Associação Nacional de Produtores de Cereais

"O ano de 2022 fica marcado [pela] seca extrema que assolou todo o País e o conflito na Ucrânia. Estes dois eventos tiveram enormes impactos neste setor: a seca, aliada às altas temperaturas na primavera, afetaram em muito o rendimento dos cereais de outono/inverno, e muitas searas perderam o seu potencial produtivo na totalidade, e as que podiam ser regadas tiveram produtividades médias”, fazendo com que 2022 “fosse o ano com menor produção de cereais, baixando assim, ainda mais, o nosso grau de auto-aprovisionamento de um bem essencial, quer para a alimentação humana, quer animal”.

ASSUMIR RESPONSABILIDADES

Associação Nacional de Produtores de Milho e Sorgo "A invasão da Ucrânia pela Rússia marcou de forma notória a campanha agrícola de 2022”, tendo provocado “um significativo aumento do custo dos fatores de produção, com especial destaque para os fertilizantes e para a energia, cujo valor mais do que duplicou”. No entanto, “os produtores nacionais de milho assumiram a sua responsabilidade, semeando uma área de 111 991 hectares”.  

ANO DE CONTRA-SAFRA

Olivum – Associação de Olivicultores do Sul “Na campanha 2022/23 o setor oleícola regista uma produção que ronda as 140 mil toneladas de azeite, o que traduz uma quebra média de 30 por cento face ao ano anterior, justificada por este ter sido um ano de contra-safra e de seca. Normalmente, a seguir a um ano recorde como foi o anterior, as árvores ficam mais pesadas pela grande produção o que acaba por diminuir a produção seguinte.

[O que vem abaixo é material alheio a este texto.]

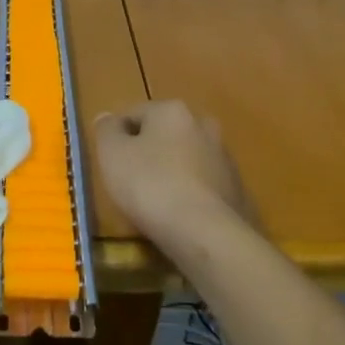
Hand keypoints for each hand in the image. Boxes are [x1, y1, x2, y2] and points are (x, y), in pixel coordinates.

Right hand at [93, 99, 250, 247]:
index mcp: (172, 110)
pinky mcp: (237, 190)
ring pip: (185, 161)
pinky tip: (179, 220)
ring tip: (154, 207)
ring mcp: (224, 158)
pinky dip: (190, 197)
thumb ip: (106, 131)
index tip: (109, 164)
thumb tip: (108, 119)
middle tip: (130, 184)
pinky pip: (202, 188)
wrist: (209, 235)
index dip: (116, 137)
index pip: (134, 114)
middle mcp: (203, 124)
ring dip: (170, 175)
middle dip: (147, 154)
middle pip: (163, 135)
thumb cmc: (152, 186)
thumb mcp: (113, 155)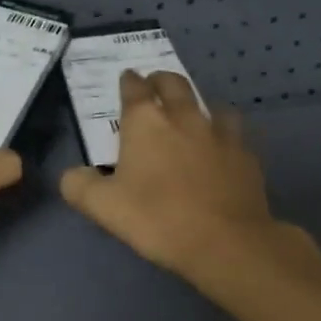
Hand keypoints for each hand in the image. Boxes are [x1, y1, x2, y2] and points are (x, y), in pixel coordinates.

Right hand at [60, 71, 320, 295]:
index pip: (135, 89)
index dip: (129, 82)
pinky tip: (222, 147)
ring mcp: (221, 134)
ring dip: (197, 104)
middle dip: (161, 81)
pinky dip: (224, 133)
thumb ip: (80, 186)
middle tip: (154, 86)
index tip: (127, 79)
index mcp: (146, 123)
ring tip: (192, 114)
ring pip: (210, 104)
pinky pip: (235, 133)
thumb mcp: (103, 207)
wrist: (226, 242)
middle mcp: (185, 117)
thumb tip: (73, 175)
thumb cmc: (157, 219)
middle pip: (174, 85)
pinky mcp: (247, 155)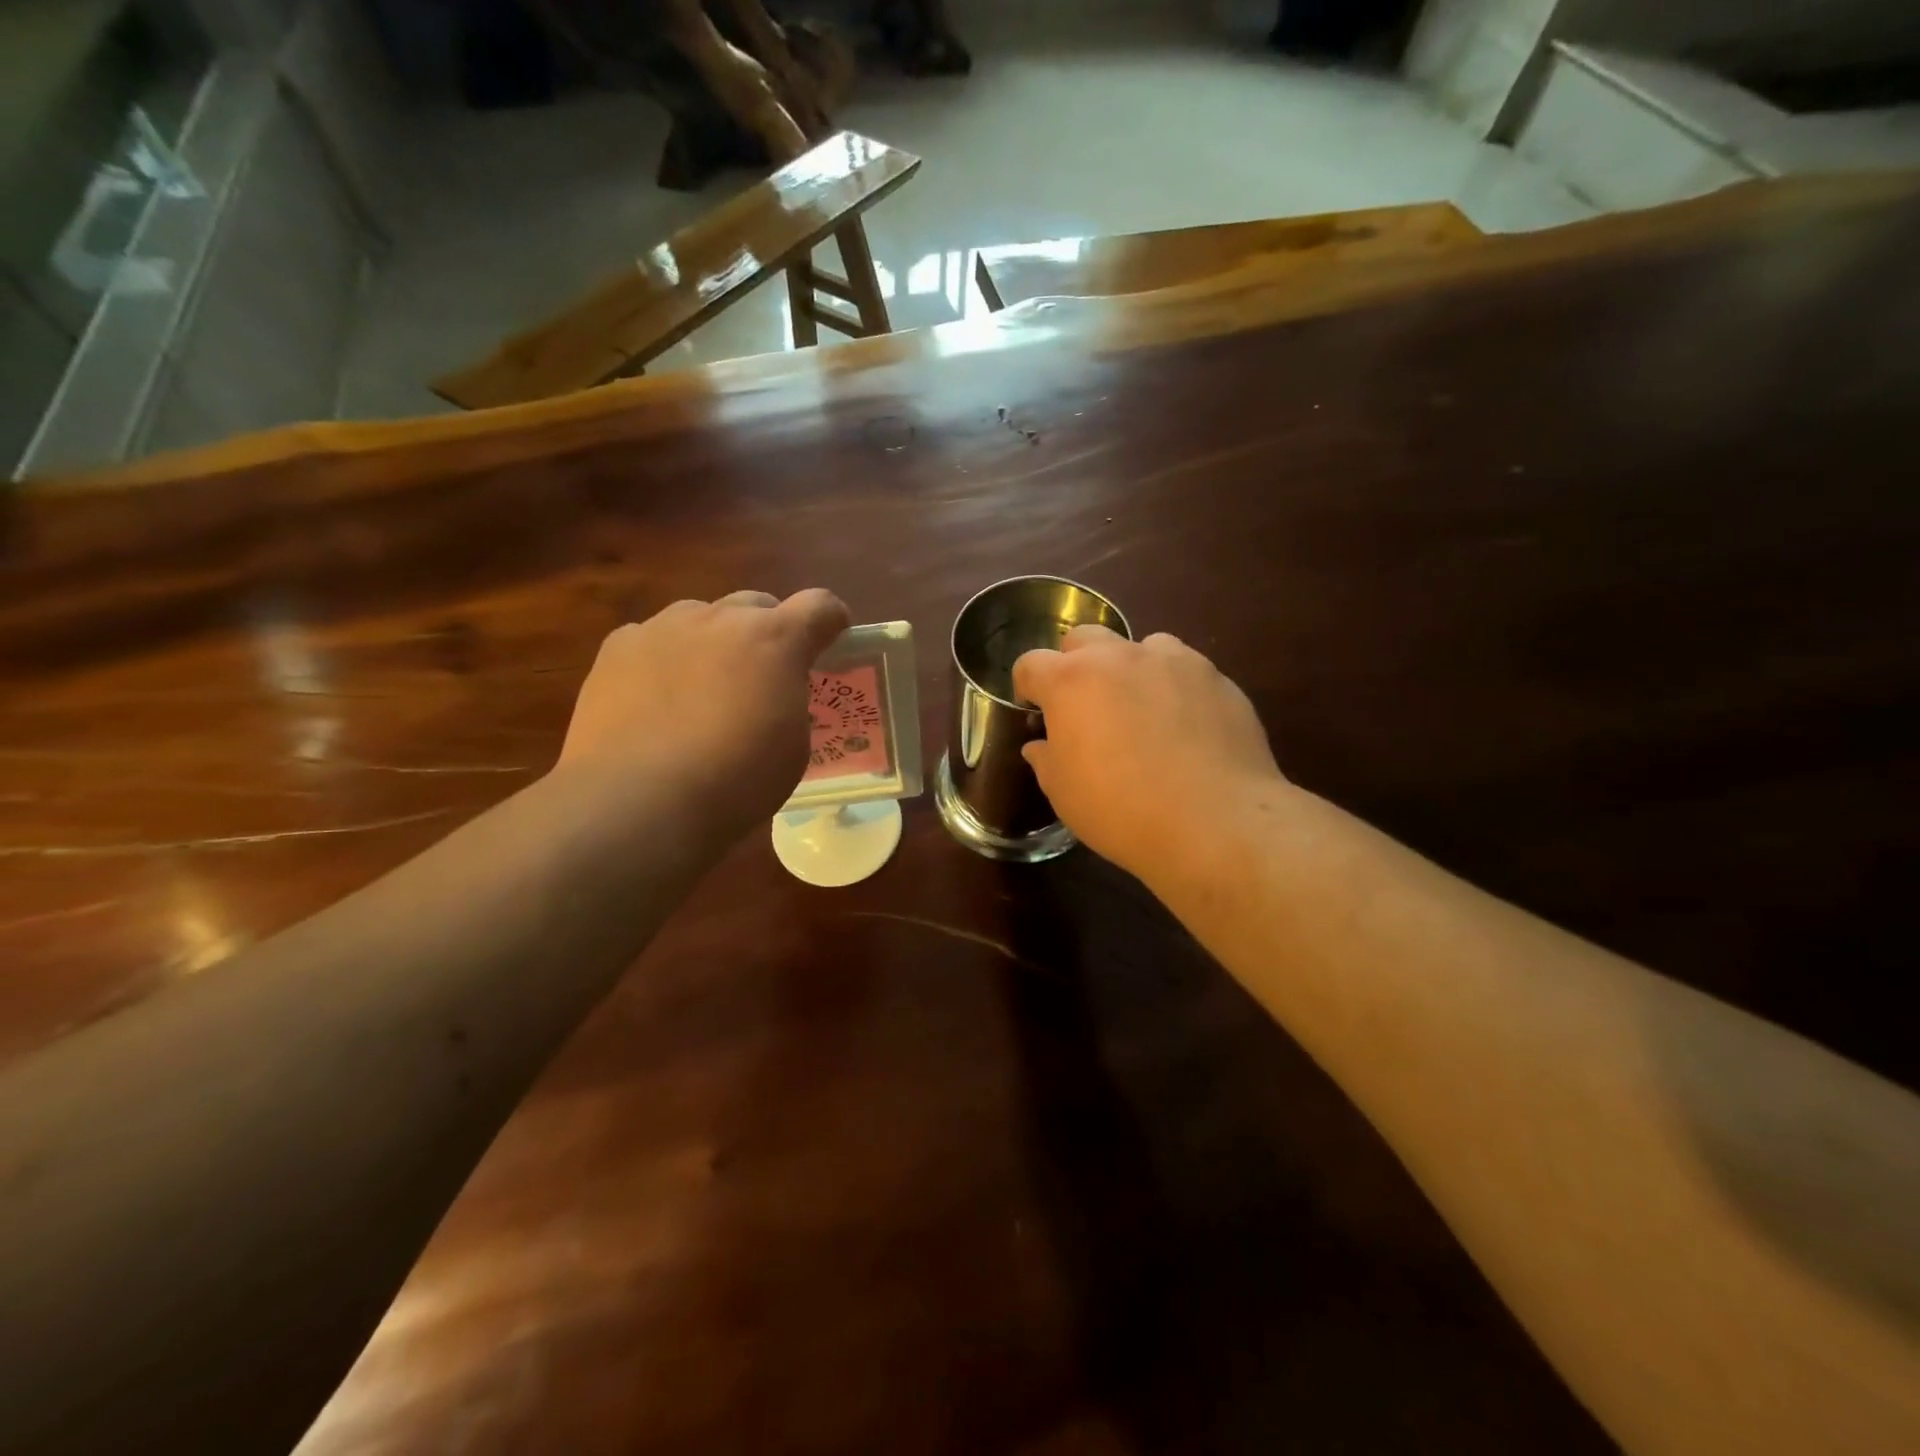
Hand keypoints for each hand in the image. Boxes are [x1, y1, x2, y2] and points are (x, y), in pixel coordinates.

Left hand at [558, 589, 849, 842]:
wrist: (639, 801)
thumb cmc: (735, 782)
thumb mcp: (793, 748)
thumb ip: (791, 702)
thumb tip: (773, 694)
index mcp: (775, 639)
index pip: (820, 605)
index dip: (831, 621)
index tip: (833, 641)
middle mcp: (720, 618)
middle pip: (756, 604)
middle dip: (768, 631)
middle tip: (764, 675)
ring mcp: (663, 627)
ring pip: (701, 617)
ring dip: (714, 642)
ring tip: (703, 690)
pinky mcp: (617, 647)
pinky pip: (653, 639)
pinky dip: (664, 659)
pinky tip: (656, 700)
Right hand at [1013, 626, 1285, 883]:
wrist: (1215, 823)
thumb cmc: (1121, 810)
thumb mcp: (1063, 793)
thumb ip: (1046, 759)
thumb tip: (1042, 746)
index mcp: (1071, 681)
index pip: (1031, 663)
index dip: (1027, 687)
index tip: (1035, 713)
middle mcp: (1119, 657)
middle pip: (1084, 639)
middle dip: (1075, 665)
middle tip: (1085, 707)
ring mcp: (1173, 662)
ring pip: (1140, 646)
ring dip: (1130, 670)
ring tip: (1141, 711)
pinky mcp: (1217, 678)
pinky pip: (1185, 669)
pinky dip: (1174, 687)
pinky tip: (1185, 726)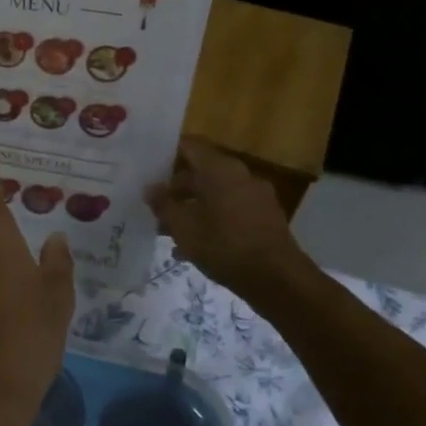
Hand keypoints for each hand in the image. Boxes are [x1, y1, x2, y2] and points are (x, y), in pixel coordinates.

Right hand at [145, 138, 307, 296]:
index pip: (190, 146)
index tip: (148, 167)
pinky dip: (211, 220)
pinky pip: (230, 210)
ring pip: (215, 194)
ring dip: (192, 208)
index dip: (166, 153)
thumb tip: (150, 188)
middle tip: (154, 207)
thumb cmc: (224, 246)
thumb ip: (164, 205)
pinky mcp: (265, 217)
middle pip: (201, 172)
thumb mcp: (183, 227)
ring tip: (169, 232)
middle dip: (176, 190)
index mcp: (220, 169)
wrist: (277, 279)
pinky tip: (194, 247)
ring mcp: (256, 196)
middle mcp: (240, 175)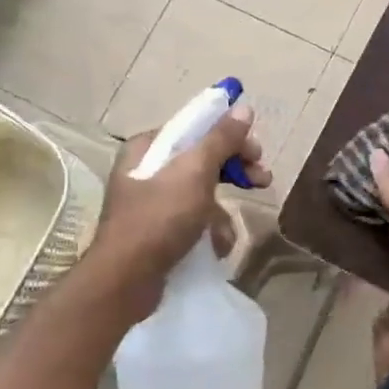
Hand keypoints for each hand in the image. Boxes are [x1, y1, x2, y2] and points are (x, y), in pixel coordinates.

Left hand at [84, 105, 269, 318]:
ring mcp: (153, 202)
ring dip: (223, 210)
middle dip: (234, 172)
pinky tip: (216, 246)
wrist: (126, 281)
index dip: (231, 136)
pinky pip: (194, 220)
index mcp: (149, 147)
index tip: (257, 152)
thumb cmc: (159, 219)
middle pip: (203, 159)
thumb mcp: (195, 172)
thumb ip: (221, 139)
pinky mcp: (159, 231)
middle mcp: (148, 169)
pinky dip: (209, 230)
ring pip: (203, 193)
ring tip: (229, 230)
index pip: (197, 128)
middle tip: (262, 180)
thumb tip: (243, 107)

Os fatores climáticos, como altas temperaturas na altura da floração, a escassa pluviosidade e de quantidade irregular também influenciaram uma quebra mais acentuada, em quantidade, nos olivais tradicionais, a rondar os 50 por cento”.

 VINHA RECUPERA

Comissão Vitivinícola Regional do Alentejo Os vinhos DOP e IGP da região do Alentejo tiveram em 2022 um ano recorde em termos de exportação, tendo atingido, até novembro, o valor de 78,6 milhões de euros (+14,9 por cento) e uma quantidade de 21,9 milhões de litros (+12,5 por cento) nos vinhos engarrafados. Esta valorização positiva refletiu-se no preço médio que atingiu 3,58 euros por litro (+2,1 por cento). No mercado nacional os vinhos do Alentejo recuperaram parte da quebra registada durante a pandemia de covid-19, com os consumidores a despender, até setembro, o valor de 249 milhões de euros (+27,3 por cento) em 42 milhões de litros (+8,2 por cento), resultados ainda inferiores aos registados no ano de 2019 (272 milhões de euros e 45 milhões de litros).